**** Record extracts

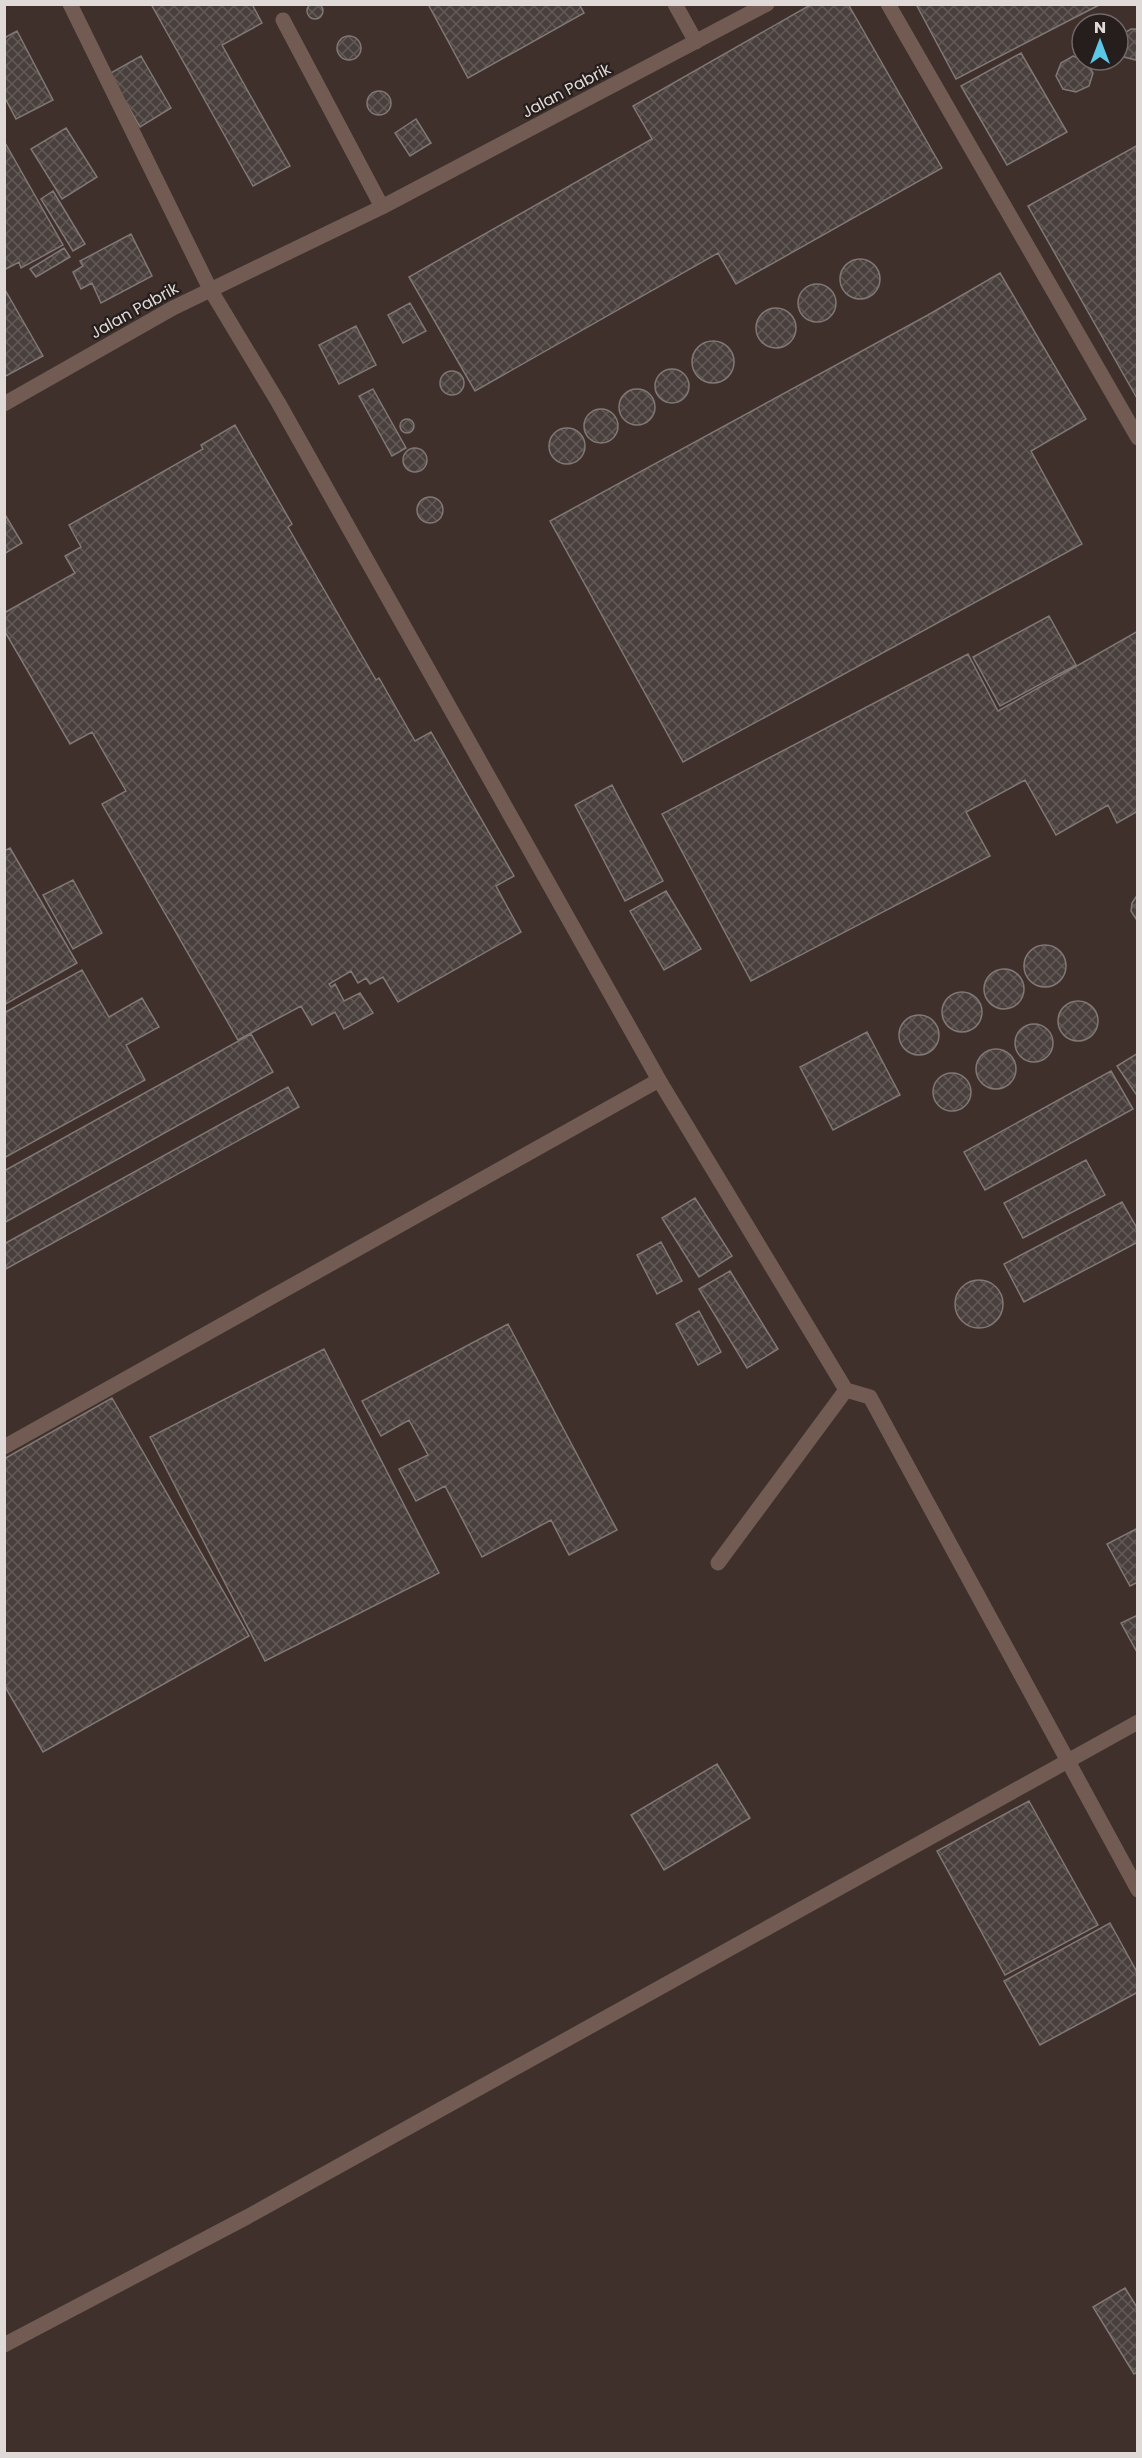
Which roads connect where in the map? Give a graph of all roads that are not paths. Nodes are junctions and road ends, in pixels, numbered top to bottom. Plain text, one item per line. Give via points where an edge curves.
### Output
1 (70, 4) edge
2 (675, 4) edge
3 (767, 4) edge
4 (888, 4) edge
5 (283, 20) dead end
6 (696, 42) junction
7 (382, 207) junction
8 (210, 289) junction
9 (4, 404) edge
10 (1137, 438) edge
11 (659, 1080) junction
12 (846, 1390) junction
13 (4, 1447) edge
14 (718, 1563) dead end
15 (1137, 1722) edge
16 (1069, 1762) junction
17 (1137, 1890) edge
18 (4, 2346) edge

1 - 8 lane
2 - 6 lane
3 - 6 lane, Jalan Pabrik
4 - 10 lane
5 - 7 lane
6 - 7 lane, Jalan Pabrik
7 - 8 lane, Jalan Pabrik
8 - 9 lane, Jalan Pabrik
8 - 11 lane via 278,402
11 - 12 lane
11 - 13 lane
12 - 14 lane
12 - 16 lane via 870,1397
15 - 16 lane
16 - 17 lane
16 - 18 lane via 268,2205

********

▸ What you need to do
From the first line to the last, restate the entries exactly, without pictures.

▸ Exercise output
Which roads connect where in the map? Give a graph of all roads that are not paths. Nodes are junctions and road ends, in pixels, numbered top to bottom. Plain text, one item per line. Give via points where an edge curves.
### Output
1 (70, 4) edge
2 (675, 4) edge
3 (767, 4) edge
4 (888, 4) edge
5 (283, 20) dead end
6 (696, 42) junction
7 (382, 207) junction
8 (210, 289) junction
9 (4, 404) edge
10 (1137, 438) edge
11 (659, 1080) junction
12 (846, 1390) junction
13 (4, 1447) edge
14 (718, 1563) dead end
15 (1137, 1722) edge
16 (1069, 1762) junction
17 (1137, 1890) edge
18 (4, 2346) edge

1 - 8 lane
2 - 6 lane
3 - 6 lane, Jalan Pabrik
4 - 10 lane
5 - 7 lane
6 - 7 lane, Jalan Pabrik
7 - 8 lane, Jalan Pabrik
8 - 9 lane, Jalan Pabrik
8 - 11 lane via 278,402
11 - 12 lane
11 - 13 lane
12 - 14 lane
12 - 16 lane via 870,1397
15 - 16 lane
16 - 17 lane
16 - 18 lane via 268,2205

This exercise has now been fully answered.